Well, I made a mistake then, because I thought the international community would respond.   And that was the "we" in question.  So, I'm protesting now, because the "we" can't be the U.S., acting alone.  And the reason is law.  From my good friend Chris Nelson, at Arizona, the suggestion that we check out "A Man for All Seasons," and the rule of law.

Just so you have the program, and know the players:  Assad is the devil here.  And Obama is considering cutting down the law to get at him... So, for Hutter, the scene from "A Man for All Seasons."


Pelsmin said...

Yeah, but. When it comes to "International Law," what's the governance? Who administers it? The fact is that once you get outside of sovereign nations, application and enforcement of international law is pretty murky. Is the UN the arbiter? Not enough space here, and no need really, to discount the UN as a valid, well-intentioned protector of human rights and enforcer of law.
You're just as well to use natural law and basic humanity when it comes to enforcing international law, and the US is the only option here. If a non-signatory to a chemical weapons ban uses them, you can turn to the UN and wait a year for a committee report blaming Israel for inventing the technology that created the chemicals, or you can do something to make it clear that this is unacceptable.
Realpolitik leads to the US unilaterally doing enough harm to the perpetrator to let them and others know that there is a high price to be paid for crossing that line.
It doesn't mean we want the "rebels" to win.

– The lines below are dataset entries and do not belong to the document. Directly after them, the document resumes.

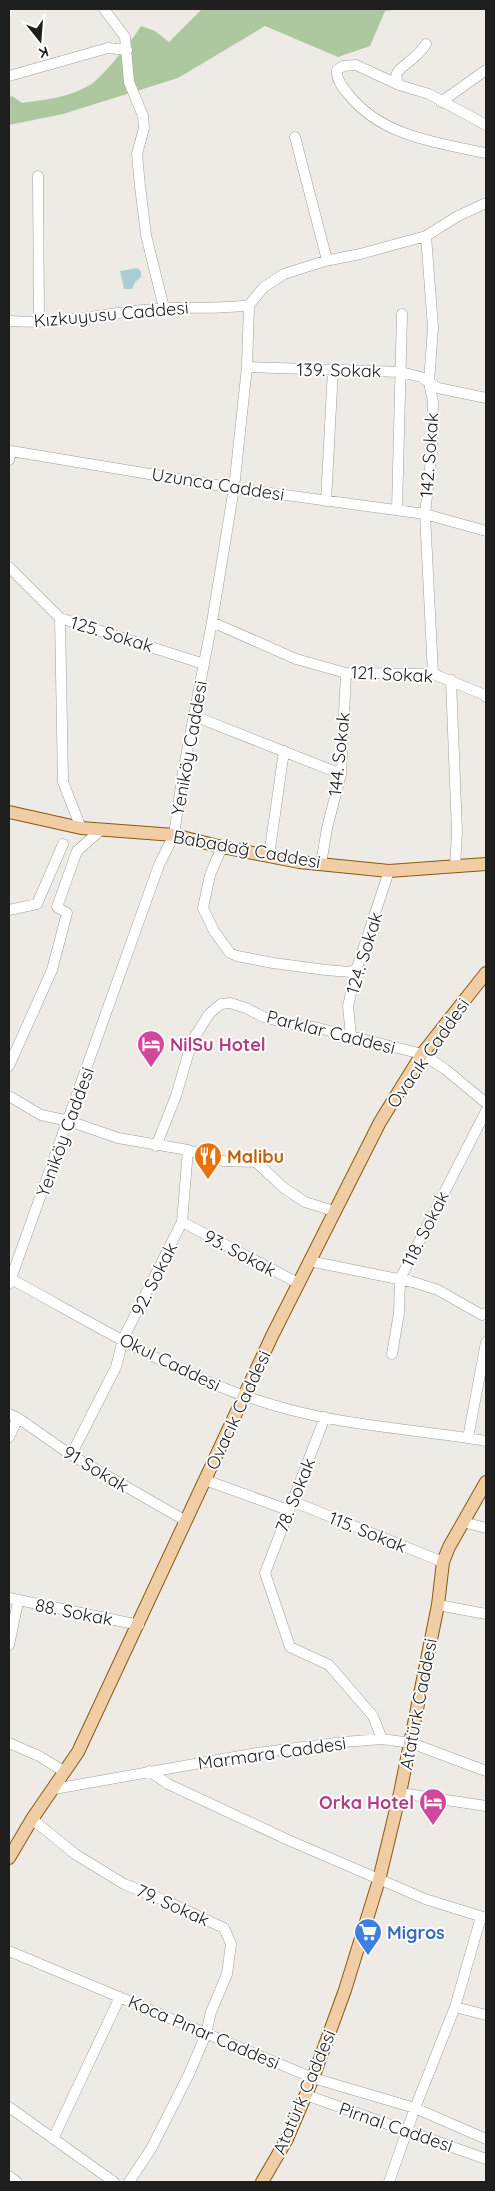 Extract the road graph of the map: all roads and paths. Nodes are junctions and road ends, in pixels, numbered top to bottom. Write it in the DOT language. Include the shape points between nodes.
graph roads {
  1 [pos="104,9"];
  2 [pos="426,44"];
  3 [pos="127,50"];
  4 [pos="486,70"];
  5 [pos="9,76"];
  6 [pos="399,85"];
  7 [pos="441,102"];
  8 [pos="486,125"];
  9 [pos="295,138"];
  10 [pos="486,153"];
  11 [pos="38,176"];
  12 [pos="486,203"];
  13 [pos="426,236"];
  14 [pos="327,260"];
  15 [pos="249,305"];
  16 [pos="164,308"];
  17 [pos="402,314"];
  18 [pos="9,321"];
  19 [pos="39,322"];
  20 [pos="247,367"];
  21 [pos="333,369"];
  22 [pos="401,372"];
  23 [pos="429,382"];
  24 [pos="486,398"];
  25 [pos="10,455"];
  26 [pos="234,488"];
  27 [pos="326,501"];
  28 [pos="397,510"];
  29 [pos="425,514"];
  30 [pos="486,530"];
  31 [pos="9,567"];
  32 [pos="60,618"];
  33 [pos="212,622"];
  34 [pos="204,664"];
  35 [pos="346,673"];
  36 [pos="433,674"];
  37 [pos="451,680"];
  38 [pos="486,697"];
  39 [pos="194,716"];
  40 [pos="284,752"];
  41 [pos="341,774"];
  42 [pos="9,812"];
  43 [pos="81,828"];
  44 [pos="102,829"];
  45 [pos="174,835"];
  46 [pos="62,844"];
  47 [pos="222,847"];
  48 [pos="269,856"];
  49 [pos="321,864"];
  50 [pos="486,864"];
  51 [pos="454,867"];
  52 [pos="389,870"];
  53 [pos="9,910"];
  54 [pos="358,968"];
  55 [pos="486,972"];
  56 [pos="351,1036"];
  57 [pos="422,1054"];
  58 [pos="9,1066"];
  59 [pos="9,1096"];
  60 [pos="486,1103"];
  61 [pos="486,1111"];
  62 [pos="69,1121"];
  63 [pos="156,1146"];
  64 [pos="188,1150"];
  65 [pos="334,1211"];
  66 [pos="182,1222"];
  67 [pos="309,1261"];
  68 [pos="400,1279"];
  69 [pos="10,1282"];
  70 [pos="298,1284"];
  71 [pos="486,1314"];
  72 [pos="123,1340"];
  73 [pos="486,1342"];
  74 [pos="392,1354"];
  75 [pos="244,1396"];
  76 [pos="13,1416"];
  77 [pos="325,1417"];
  78 [pos="9,1437"];
  79 [pos="468,1438"];
  80 [pos="486,1441"];
  81 [pos="71,1456"];
  82 [pos="205,1480"];
  83 [pos="486,1482"];
  84 [pos="291,1506"];
  85 [pos="186,1521"];
  86 [pos="463,1522"];
  87 [pos="486,1528"];
  88 [pos="443,1562"];
  89 [pos="14,1600"];
  90 [pos="438,1605"];
  91 [pos="486,1614"];
  92 [pos="139,1625"];
  93 [pos="9,1645"];
  94 [pos="382,1740"];
  95 [pos="9,1743"];
  96 [pos="411,1743"];
  97 [pos="149,1771"];
  98 [pos="486,1771"];
  99 [pos="65,1772"];
  100 [pos="54,1789"];
  101 [pos="400,1792"];
  102 [pos="486,1806"];
  103 [pos="32,1819"];
  104 [pos="10,1853"];
  105 [pos="379,1880"];
  106 [pos="484,1918"];
  107 [pos="9,1951"];
  108 [pos="120,1997"];
  109 [pos="455,2007"];
  110 [pos="486,2015"];
  111 [pos="206,2034"];
  112 [pos="313,2078"];
  113 [pos="306,2095"];
  114 [pos="9,2107"];
  115 [pos="415,2108"];
  116 [pos="408,2131"];
  117 [pos="53,2139"];
  118 [pos="486,2139"];
  119 [pos="486,2159"];
  120 [pos="9,2176"];
  121 [pos="16,2182"];
  122 [pos="114,2182"];
  123 [pos="129,2182"];
  124 [pos="262,2182"];
  125 [pos="389,2182"];
  1 -- 3 [label="street" via="125,37"];
  2 -- 6 [label="street" via="420,54 398,73"];
  3 -- 5 [label="street" via="108,48"];
  3 -- 16 [label="street" via="129,82 143,116 144,128 138,154 146,235"];
  4 -- 7 [label="street"];
  6 -- 7 [label="street" via="429,94"];
  6 -- 10 [label="street" via="356,65 336,70 336,76 353,101 369,116 394,130"];
  7 -- 8 [label="street"];
  9 -- 14 [label="street"];
  11 -- 19 [label="street"];
  12 -- 13 [label="street"];
  13 -- 14 [label="street"];
  13 -- 23 [label="street, 142. Sokak" via="433,327"];
  14 -- 15 [label="street" via="284,274 264,287"];
  15 -- 16 [label="street, Kızkuyusu Caddesi" via="223,309"];
  15 -- 20 [label="street, Yeniköy Caddesi"];
  16 -- 19 [label="street, Kızkuyusu Caddesi"];
  17 -- 22 [label="street"];
  18 -- 19 [label="street, Kızkuyusu Caddesi"];
  20 -- 21 [label="street, 139. Sokak"];
  20 -- 26 [label="street, Yeniköy Caddesi"];
  21 -- 22 [label="street, 139. Sokak"];
  21 -- 27 [label="street"];
  22 -- 23 [label="street, 139. Sokak"];
  22 -- 28 [label="street"];
  23 -- 24 [label="street, 139. Sokak" via="438,388"];
  23 -- 29 [label="street, 142. Sokak" via="433,402 432,451"];
  25 -- 26 [label="street, Uzunca Caddesi"];
  26 -- 27 [label="street, Uzunca Caddesi"];
  26 -- 33 [label="street, Yeniköy Caddesi"];
  27 -- 28 [label="street, Uzunca Caddesi"];
  28 -- 29 [label="street, Uzunca Caddesi"];
  29 -- 30 [label="street, Uzunca Caddesi"];
  29 -- 36 [label="street, 142. Sokak"];
  31 -- 32 [label="street, 125. Sokak"];
  32 -- 34 [label="street, 125. Sokak"];
  32 -- 43 [label="street" via="63,782"];
  33 -- 34 [label="street, Yeniköy Caddesi"];
  33 -- 35 [label="street, 121. Sokak" via="296,659"];
  34 -- 39 [label="street, Yeniköy Caddesi"];
  35 -- 36 [label="street, 121. Sokak"];
  35 -- 41 [label="street, 144. Sokak"];
  36 -- 37 [label="street, 121. Sokak"];
  37 -- 38 [label="street, 121. Sokak"];
  37 -- 51 [label="street" via="457,832"];
  39 -- 40 [label="street"];
  39 -- 45 [label="street, Yeniköy Caddesi"];
  40 -- 41 [label="street"];
  40 -- 48 [label="street"];
  41 -- 49 [label="street, 144. Sokak"];
  42 -- 43 [label="main road, Babadağ Caddesi"];
  43 -- 44 [label="main road, Babadağ Caddesi"];
  44 -- 45 [label="main road, Babadağ Caddesi"];
  44 -- 58 [label="street" via="77,851 57,907 68,913 52,970"];
  45 -- 47 [label="main road, Babadağ Caddesi"];
  45 -- 62 [label="street, Yeniköy Caddesi" via="159,866"];
  46 -- 53 [label="street" via="37,904"];
  47 -- 48 [label="main road, Babadağ Caddesi"];
  47 -- 54 [label="street" via="210,875 203,908 230,953 273,963 334,971 350,972"];
  48 -- 49 [label="main road, Babadağ Caddesi"];
  49 -- 52 [label="main road, Babadağ Caddesi"];
  50 -- 51 [label="main road, Babadağ Caddesi"];
  51 -- 52 [label="main road, Babadağ Caddesi"];
  52 -- 54 [label="street, 124. Sokak"];
  54 -- 56 [label="street, 124. Sokak" via="348,1006"];
  55 -- 57 [label="main road, Ovacık Caddesi"];
  56 -- 57 [label="street, Parklar Caddesi"];
  56 -- 63 [label="street, Parklar Caddesi" via="287,1024 230,1003 221,1004 209,1014 192,1041 176,1096"];
  57 -- 60 [label="street, Parklar Caddesi"];
  57 -- 65 [label="main road, Ovacık Caddesi" via="380,1122"];
  59 -- 62 [label="street" via="41,1115"];
  61 -- 68 [label="street, 118. Sokak"];
  62 -- 63 [label="street" via="118,1138"];
  62 -- 69 [label="street, Yeniköy Caddesi"];
  63 -- 64 [label="street"];
  64 -- 65 [label="street" via="223,1161 256,1162 305,1202"];
  64 -- 66 [label="street, 92. Sokak"];
  65 -- 67 [label="main road, Ovacık Caddesi"];
  66 -- 70 [label="street, 93. Sokak"];
  66 -- 72 [label="street, 92. Sokak"];
  67 -- 68 [label="street"];
  67 -- 70 [label="main road, Ovacık Caddesi"];
  68 -- 71 [label="street" via="438,1290 482,1315"];
  68 -- 74 [label="street, 118. Sokak" via="399,1313"];
  69 -- 72 [label="street, Okul Caddesi"];
  70 -- 75 [label="main road, Ovacık Caddesi"];
  72 -- 75 [label="street, Okul Caddesi" via="204,1381"];
  72 -- 81 [label="street, 92. Sokak" via="116,1367"];
  73 -- 79 [label="street"];
  75 -- 77 [label="street, Okul Caddesi"];
  75 -- 82 [label="main road, Ovacık Caddesi"];
  76 -- 78 [label="street"];
  76 -- 81 [label="street, 91 Sokak"];
  77 -- 79 [label="street, Okul Caddesi"];
  77 -- 84 [label="street, 78. Sokak"];
  79 -- 80 [label="street, Okul Caddesi"];
  81 -- 85 [label="street, 91 Sokak"];
  82 -- 84 [label="street, 115. Sokak"];
  82 -- 85 [label="main road, Ovacık Caddesi"];
  83 -- 86 [label="main road, Atatürk Caddesi"];
  84 -- 88 [label="street, 115. Sokak"];
  84 -- 94 [label="street, 78. Sokak" via="264,1573 290,1647 329,1665 373,1716"];
  85 -- 92 [label="main road, Ovacık Caddesi"];
  86 -- 87 [label="street"];
  86 -- 88 [label="main road, Atatürk Caddesi"];
  88 -- 90 [label="main road, Atatürk Caddesi"];
  89 -- 92 [label="street, 88. Sokak"];
  89 -- 93 [label="street"];
  90 -- 91 [label="street"];
  90 -- 96 [label="main road, Atatürk Caddesi"];
  92 -- 99 [label="main road, Ovacık Caddesi" via="78,1752"];
  94 -- 96 [label="street, Marmara Caddesi"];
  94 -- 97 [label="street, Marmara Caddesi" via="257,1753"];
  95 -- 99 [label="street"];
  96 -- 98 [label="street, Marmara Caddesi"];
  96 -- 101 [label="main road, Atatürk Caddesi"];
  97 -- 100 [label="street, Marmara Caddesi"];
  97 -- 105 [label="street" via="168,1784"];
  99 -- 100 [label="main road, Ovacık Caddesi"];
  100 -- 103 [label="main road, Ovacık Caddesi"];
  101 -- 102 [label="street"];
  101 -- 105 [label="main road, Atatürk Caddesi"];
  103 -- 104 [label="main road, Ovacık Caddesi"];
  103 -- 111 [label="street, 79. Sokak" via="75,1854 124,1884 224,1928 232,1944 228,1974 211,2012"];
  105 -- 106 [label="street"];
  105 -- 112 [label="main road, Atatürk Caddesi" via="345,1990"];
  106 -- 109 [label="street"];
  107 -- 108 [label="street, Koca Pınar Caddesi"];
  108 -- 111 [label="street, Koca Pınar Caddesi"];
  108 -- 117 [label="street"];
  109 -- 110 [label="street"];
  109 -- 115 [label="street"];
  111 -- 112 [label="street, Koca Pınar Caddesi"];
  111 -- 123 [label="street, 79. Sokak" via="151,2149"];
  112 -- 113 [label="main road, Atatürk Caddesi"];
  112 -- 115 [label="street, Koca Pınar Caddesi"];
  113 -- 116 [label="street, Pirnal Caddesi"];
  113 -- 124 [label="main road, Atatürk Caddesi" via="287,2139"];
  114 -- 117 [label="street"];
  115 -- 116 [label="street"];
  115 -- 118 [label="street, Koca Pınar Caddesi"];
  116 -- 119 [label="street, Pirnal Caddesi"];
  116 -- 125 [label="street"];
  117 -- 122 [label="street"];
  120 -- 121 [label="street"];
}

There are bad guys on all sides. But the US is the world's policeman, like it or not, and we are the most benign of the superpowers (v. Russia, China) so we're the only ones who can be counted on.
The model is this: something awful happens, the US threatens to act unilaterally to address it, the world wrings its hands and condemns our arrogance, and then quietly thanks god we are there. As long as we know they don't really mean it, we're able to act.

Anonymous said...

But Pelsmin,
This is not the first time the U.S. and the U.N. have ignored a dictator's use of chemical weapons. Saddam Hussein used it against Iran in the 80's and then against the Kurds in the late 90's. Should the U.S. have intervened then? If not, then why should the U.S. intervene now? Why is it in our interests to intervene other then for Obama to save face? If this is about trying to get to the chemical weapons before the terrorist affiliated rebels do, why don't they make that case to the people? Shoot, why don't they make any case besides: Assad has killed lots of people? I think everyone believes that chemical weapons were used, but where's the strong evidence saying that it was Assad who did it? It seems likely that Assad did it, but it also seemed very likely that Saddam had a nuke program (even he thought he had one).

Pelsmin said...

Anon -
The right policy would be to slap anyone, anywhere, who uses chemical weapons. If we blew it under Bush, Clinton and Bush, we blew it. Doesn't mean we ought to again.
I like the idea of Obama being thwarted in general, but not if it comes at the expense of America. Our goal isn't to help the amateur in the White House save face, it's to maintain US credibility as an enforcer of certain basic norms, when they rise to the level of mass murder.
The only reason to strike is to send the message that no-one can use chemical weapons without consequences.
Now as to the question of whether he really DID use them, we need to be confident beyond reasonable doubt, and we need to trust the Obama administration to be competent and honest in that report -- two leaps, admittedly. But if the strike is aimed, say, to devastate the Syrian Airforce, which would hurt the Assad government, I don't think we have the same hurdle to clear as we would to nuke a city that we thought had just launched a nuke at us.

Captain Profit said...

Last I heard, the Syrian civil war has killed around 100,000 people. Of those, 1000 or so were killed with chemical weapons, meaning the other 99,000 were killed with the acceptable kind. Ever think that maybe y'aller getting redline fever over the wrong stuff? Just askin'...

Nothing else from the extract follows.